18 June 2012
I’m sitting outside the Taitu Hotel in Addis Ababa, capital of Ethiopia. According to the paper I read over coffee this morning, Ethiopia is the second most populous country in Africa (with some 82 million people), and has the fifth fastest growing economy in the world. Addis is on a high plateau some 7700 feet up, and it’s chilly here.
The hotel is the oldest in Ethiopia, and is named after the Empress Taitu, who led a force of cannoneers against Italian invaders in the Battle of Adwa in 1896.
Ethiopia is unlike anywhere else I’ve been in Africa. In the 19th Century, when the European scramble for Africa subjected most of this vast continent to colonial rule, Ethiopia dealt the Italian invaders a humiliating defeat and maintained its independence. The Italians invaded again under Mussolini, and occupied Ethiopia for five years (1936-1941) before getting kicked out by the British, who restored Emperor Halie Selassie to the throne. Though Selassie was considered the second coming of the Messiah by Rastafarians, he was deposed by the Derg, who took over in 1974 and ruled Ethiopia as a People’s Republic until the end of the Cold War.
At the airport yesterday, we didn’t find the car the hotel had sent for us, so Tyler haggled with taxi drivers in Amharic. Our luggage didn’t all fit in the small car, so the driver tied my suitcases to the luggage rack on top of his car. Driving through the city felt much like driving through other African capitals in some ways, though very different in other ways. With about 3 million people, Addis is similar in size to Nairobi and Dar es Salaam. Like those cities, the winding roads are crowded with taxis, minivans, and people. The streets are lined with small shops with brightly colored signs.

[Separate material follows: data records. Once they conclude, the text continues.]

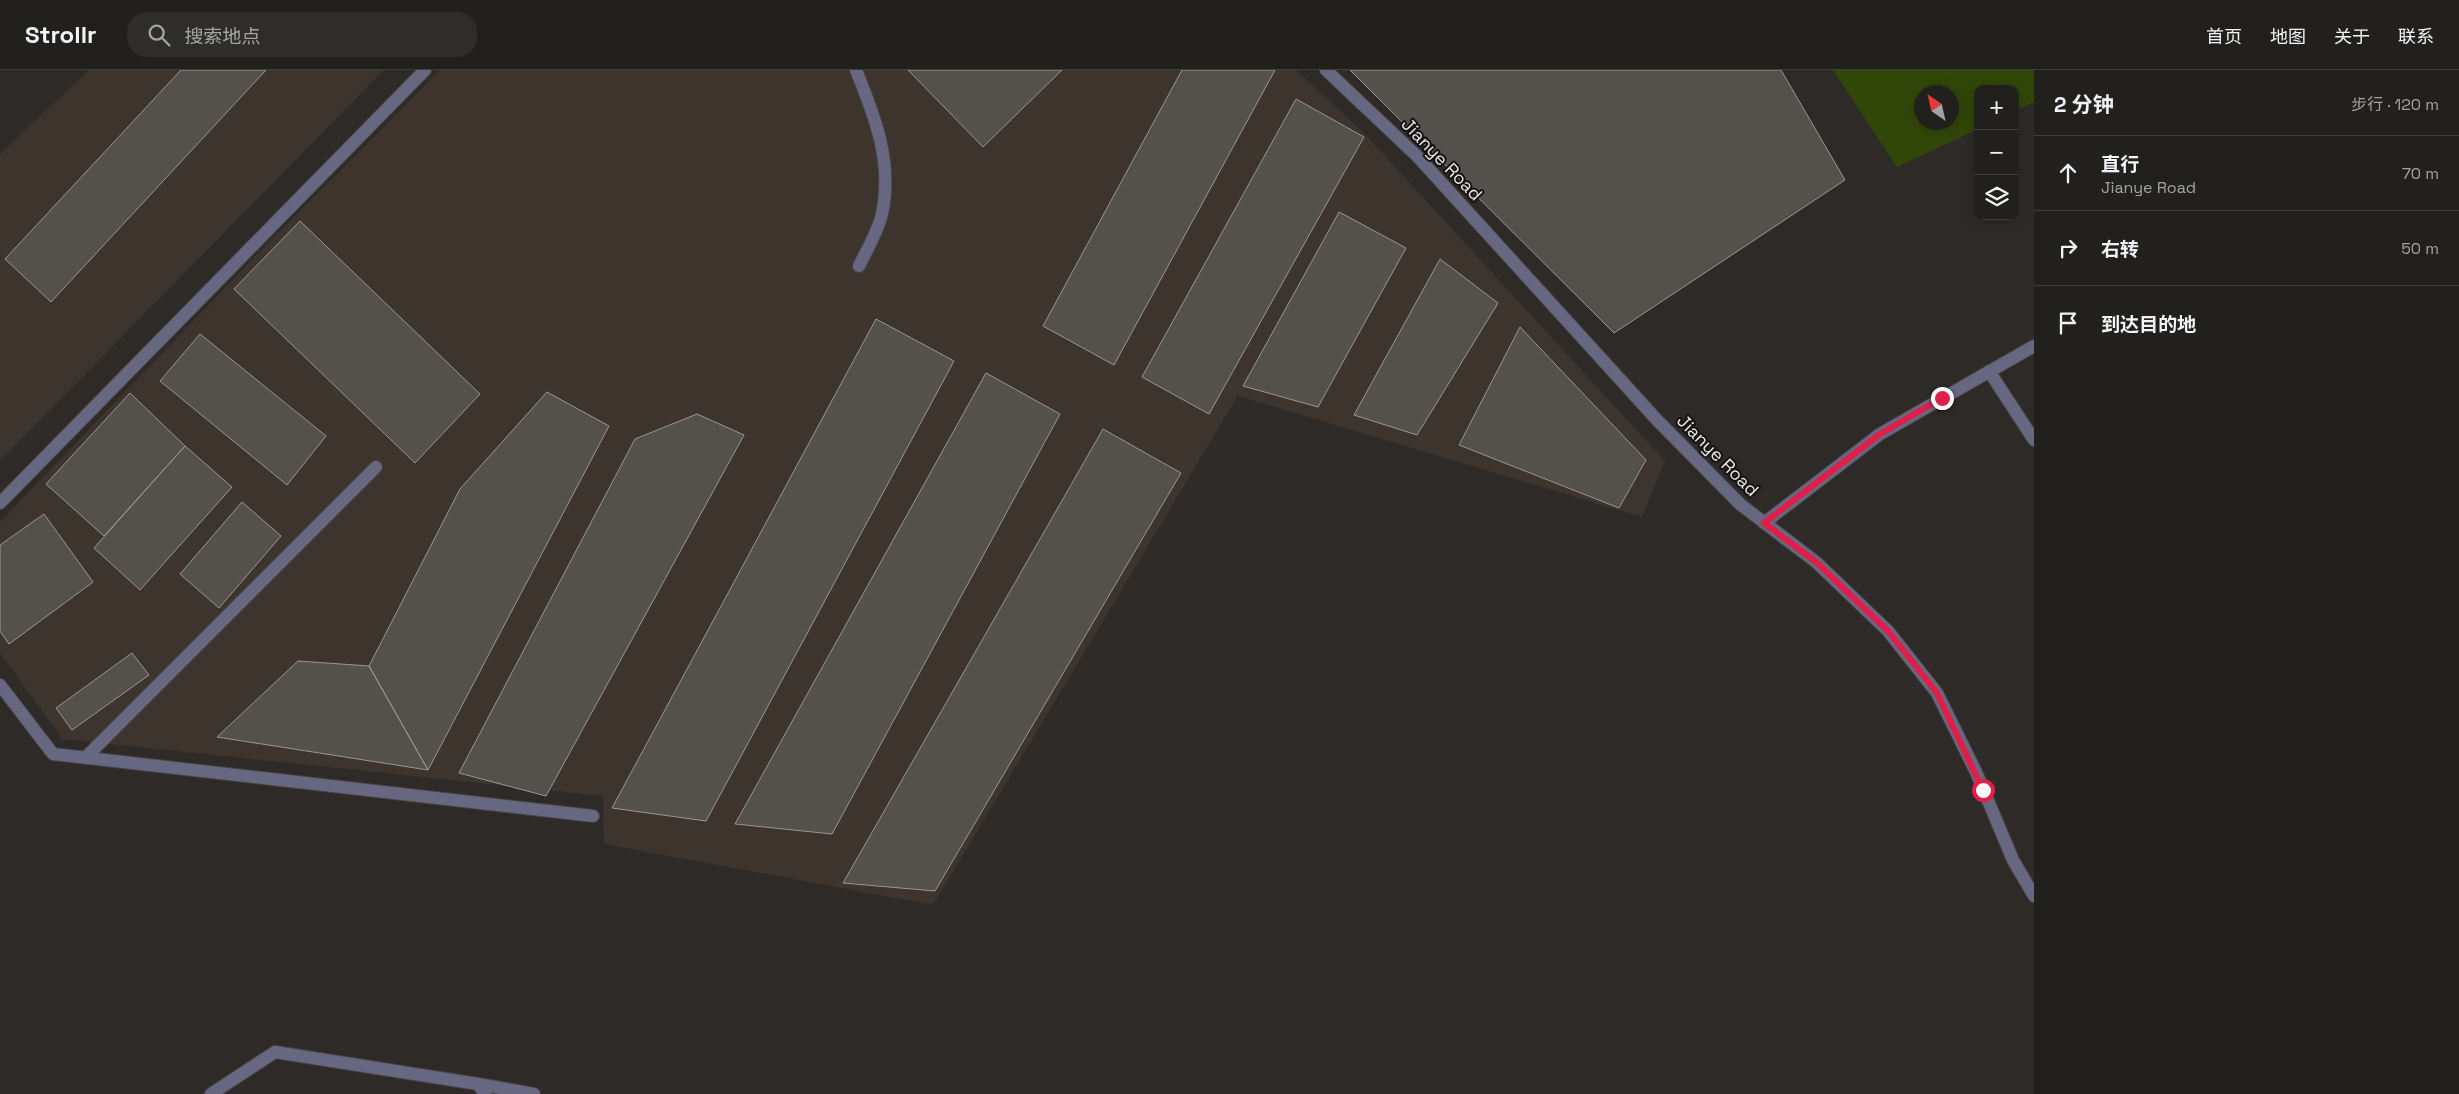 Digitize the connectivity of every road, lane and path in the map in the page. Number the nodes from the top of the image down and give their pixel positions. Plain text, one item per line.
1 (425, 70) edge
2 (856, 70) edge
3 (1326, 70) edge
4 (859, 266) dead end
5 (2034, 346) edge
6 (1989, 370) junction
7 (2034, 440) edge
8 (376, 467) dead end
9 (0, 503) edge
10 (1764, 523) junction
11 (0, 685) edge
12 (85, 758) junction
13 (593, 816) dead end
14 (2034, 896) edge
15 (482, 1089) edge
16 (211, 1094) edge
17 (534, 1094) edge

1 - 9 street
2 - 4 street
3 - 10 street, Jianye Road
5 - 6 street
6 - 7 street
6 - 10 street
8 - 12 street
10 - 14 street, Jianye Road
11 - 12 street
12 - 13 street
15 - 16 street
15 - 17 street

But here most signs are written in Amharic, which uses its own alphabet, based on the writing system for Ge’ez, the liturgical language of the Ethiopian Orthodox Church. Ge’ez has a longer history as a written language than English, with some early inscriptions dating back to the 5th century BC.
The Ge’ez script has roots in common with Hebrew and Arabic, but doesn’t look very much like either, and all the signs in these odd, lovely letters make clear that we’re in a different world now. I’ve been trying to learn the script, and spent time on the plane copying out whatever phrases I could find. Each letter represents a syllable rather than a consonant or vowel. With 33 consonants and 7 vowels, there are 231 different letters to learn, but they vary in a sort of systematic way. Syllables that start with “m,” for example, all have a pair of circles connected by a horizontal line, like a set of spectacles. If the spectacles are unadorned, the syllable is “mä.” If the spectacles have a handle on the right, like a lorgnette, then it’s the syllable “ma.”

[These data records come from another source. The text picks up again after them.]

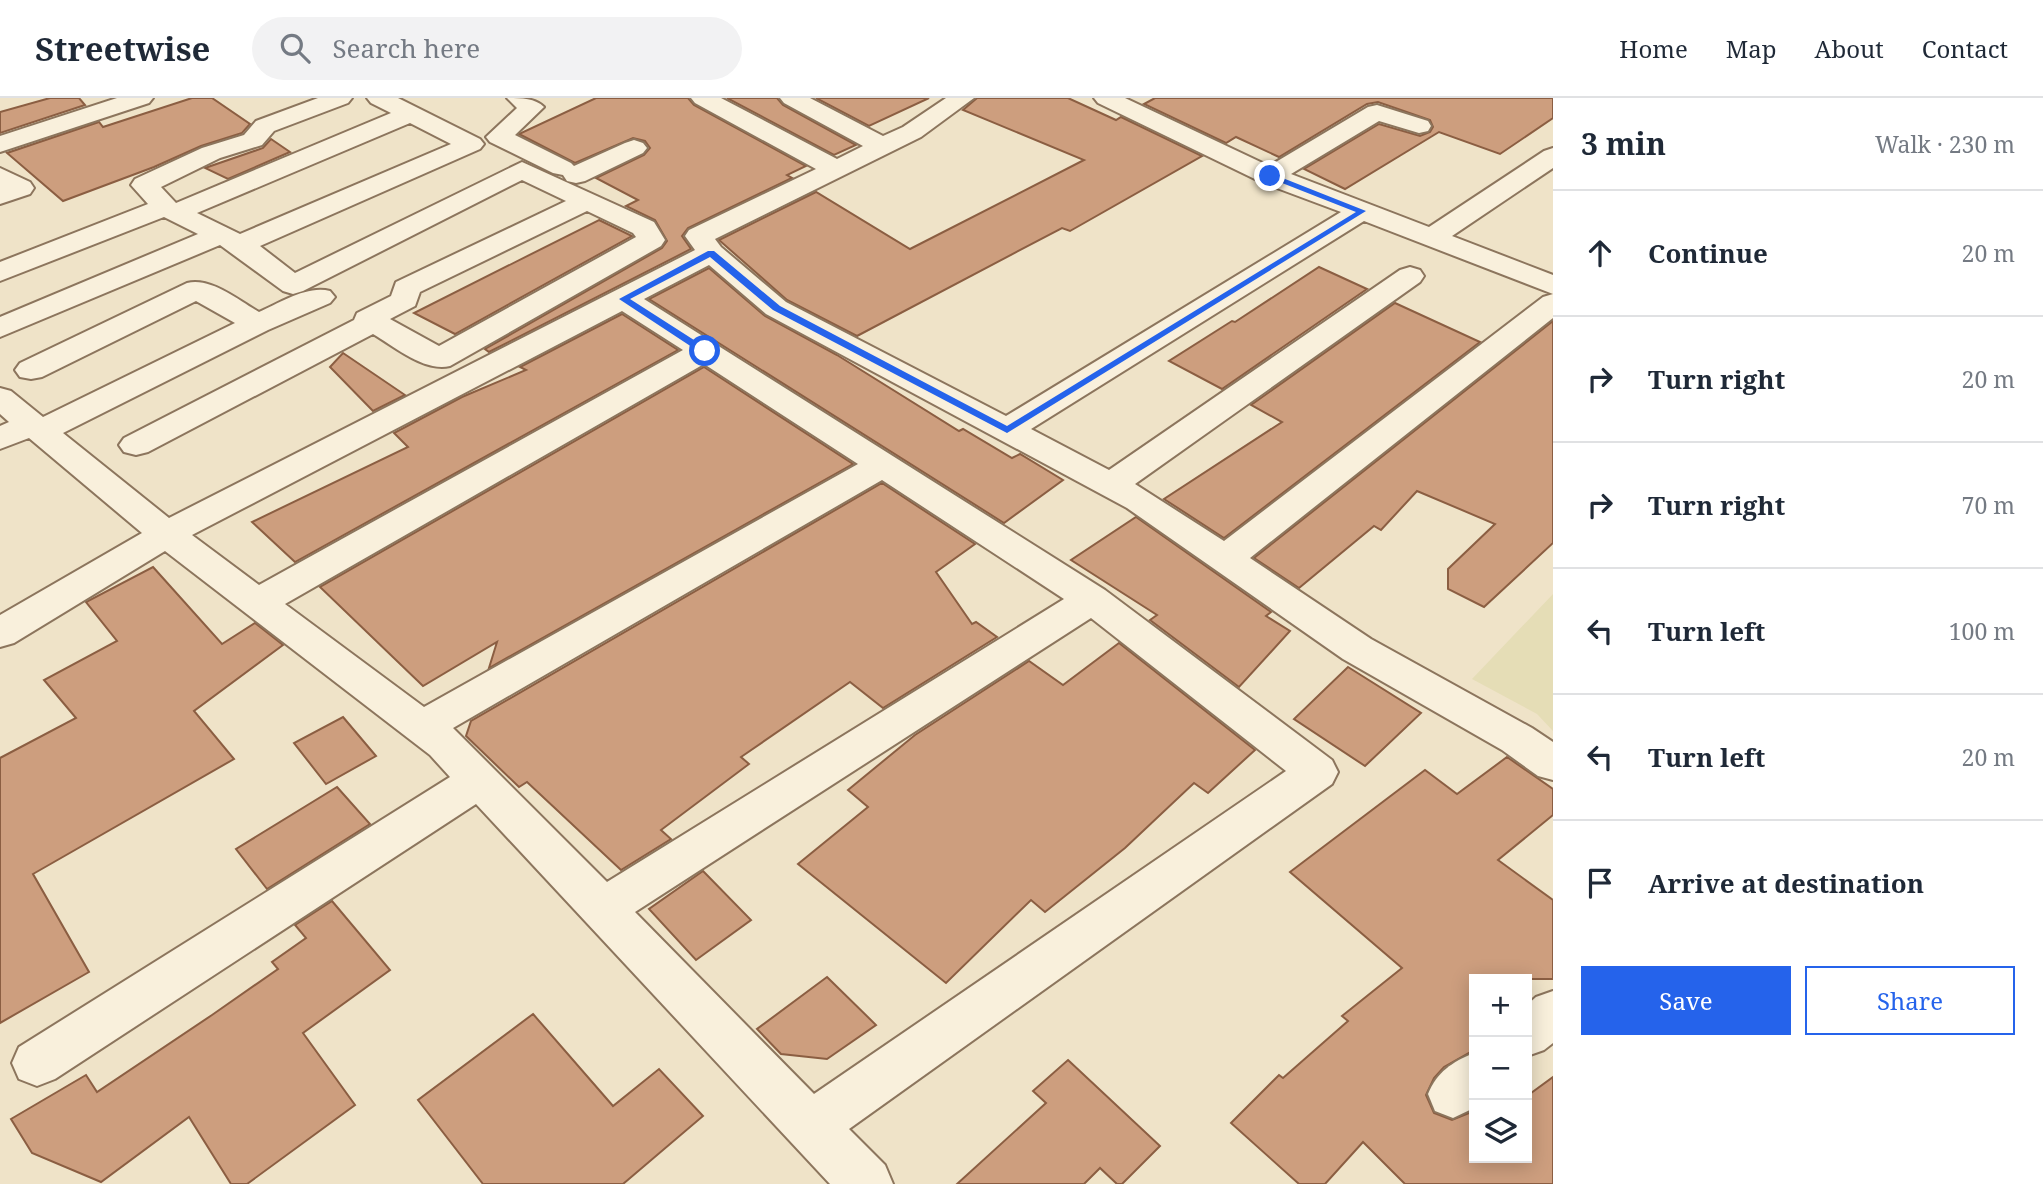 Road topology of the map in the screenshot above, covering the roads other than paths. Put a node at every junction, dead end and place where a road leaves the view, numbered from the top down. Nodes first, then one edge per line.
1 (340, 98) edge
2 (379, 98) edge
3 (519, 98) edge
4 (792, 98) edge
5 (962, 98) edge
6 (1106, 98) edge
7 (123, 100) edge
8 (692, 100) edge
9 (411, 114) junction
10 (1419, 126) dead end
11 (0, 144) edge
12 (471, 144) junction
13 (882, 146) junction
14 (634, 148) dead end
15 (1553, 156) edge
16 (836, 169) junction
17 (522, 170) junction
18 (0, 176) edge
19 (1270, 176) junction
20 (580, 189) junction
21 (0, 196) edge
22 (171, 210) junction
23 (1362, 211) junction
24 (1431, 238) junction
25 (230, 240) junction
26 (705, 245) junction
27 (0, 272) edge
28 (1410, 276) dead end
29 (1553, 285) edge
30 (307, 291) junction
31 (624, 299) junction
32 (1553, 303) edge
33 (371, 321) junction
34 (257, 324) junction
35 (0, 328) edge
36 (705, 351) junction
37 (31, 370) dead end
38 (0, 398) edge
39 (1007, 430) junction
40 (24, 431) edge
41 (136, 445) dead end
42 (882, 465) junction
43 (1110, 485) junction
44 (166, 534) junction
45 (1225, 559) junction
46 (1092, 600) junction
47 (258, 602) junction
48 (0, 632) edge
49 (422, 727) junction
50 (1553, 764) edge
51 (479, 780) junction
52 (602, 909) junction
53 (1553, 1013) edge
54 (1532, 1030) edge
55 (37, 1063) dead end
56 (811, 1126) junction
57 (866, 1184) edge

1 - 22 street
2 - 9 street
3 - 20 street
4 - 13 street
5 - 13 street
6 - 19 street
7 - 11 street
8 - 16 street
9 - 12 street
9 - 22 street
10 - 19 street
12 - 17 street
12 - 25 street
13 - 16 street
14 - 20 street
15 - 24 street
16 - 26 street
17 - 20 street
17 - 30 street
18 - 21 street
19 - 23 street
20 - 26 street
20 - 33 street
20 - 33 street
22 - 25 street
22 - 27 street
23 - 24 street
23 - 39 street
24 - 29 street
25 - 30 street
25 - 35 street
26 - 31 street
26 - 39 street
28 - 43 street
30 - 33 street
30 - 34 street
31 - 36 street
31 - 44 street
32 - 45 street
33 - 41 street
34 - 37 street
34 - 40 street
36 - 42 street
36 - 47 street
38 - 40 street
39 - 43 street
40 - 44 street
42 - 46 street
42 - 49 street
43 - 45 street
44 - 47 street
44 - 48 street
45 - 50 street
46 - 52 street
46 - 56 street
47 - 49 street
49 - 51 street
51 - 52 street
51 - 55 street
52 - 56 street
53 - 54 street
56 - 57 street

At the airport, on the city streets, many different sorts of people mill about. Some people have jet-black skin, and look like they could be from southern Sudan or Uganda, while most others have lighter brown skin and narrow noses. Ethiopia is a diverse country, with many different languages and peoples, and stands at a crossroads between Africa and Arabia. At the hotel, some of the visitors are dressed in long white gowns and Arab headdresses.
After checking in, Tyler and I walked through the city for a while to get our bearings. Our hotel is in the Palazzo neighborhood, with many old buildings dating to the Italian occupation. Before we had gone fifty feet from the hotel, a young man called to me – “Hey, are you looking for something? I can sell you my sister.” At a street intersection not much further along, small children reached up to touch my hand, begging for money. A pair of vultures circled high overhead, and a pile of garbage smoldered on the street. The city air was hazy and acrid, smelling of diesel fumes and burning garbage. Further down, shiny new office buildings stood on wide, smoothly paved streets. Buildings under construction arose in a framework of scaffolding made of roughly lashed together saplings. At the intersection of two major streets stood a huge bore cannon that was fired once, cracking the barrel.
There are a few tourists here, and I saw one white United Nations car, but the place generally feels off the beaten track. We drank excellent coffee in a small café, and ate delicious local food for lunch and dinner at the hotel: spongy injera flatbread with different sauces, vegan for lunch and meaty for dinner. After dinner went to the hotel’s jazz club to see a local band playing straight-ahead American jazz-funk – songs including Stolen Moments, Footprints, and Freedom Jazz Dance. What a country!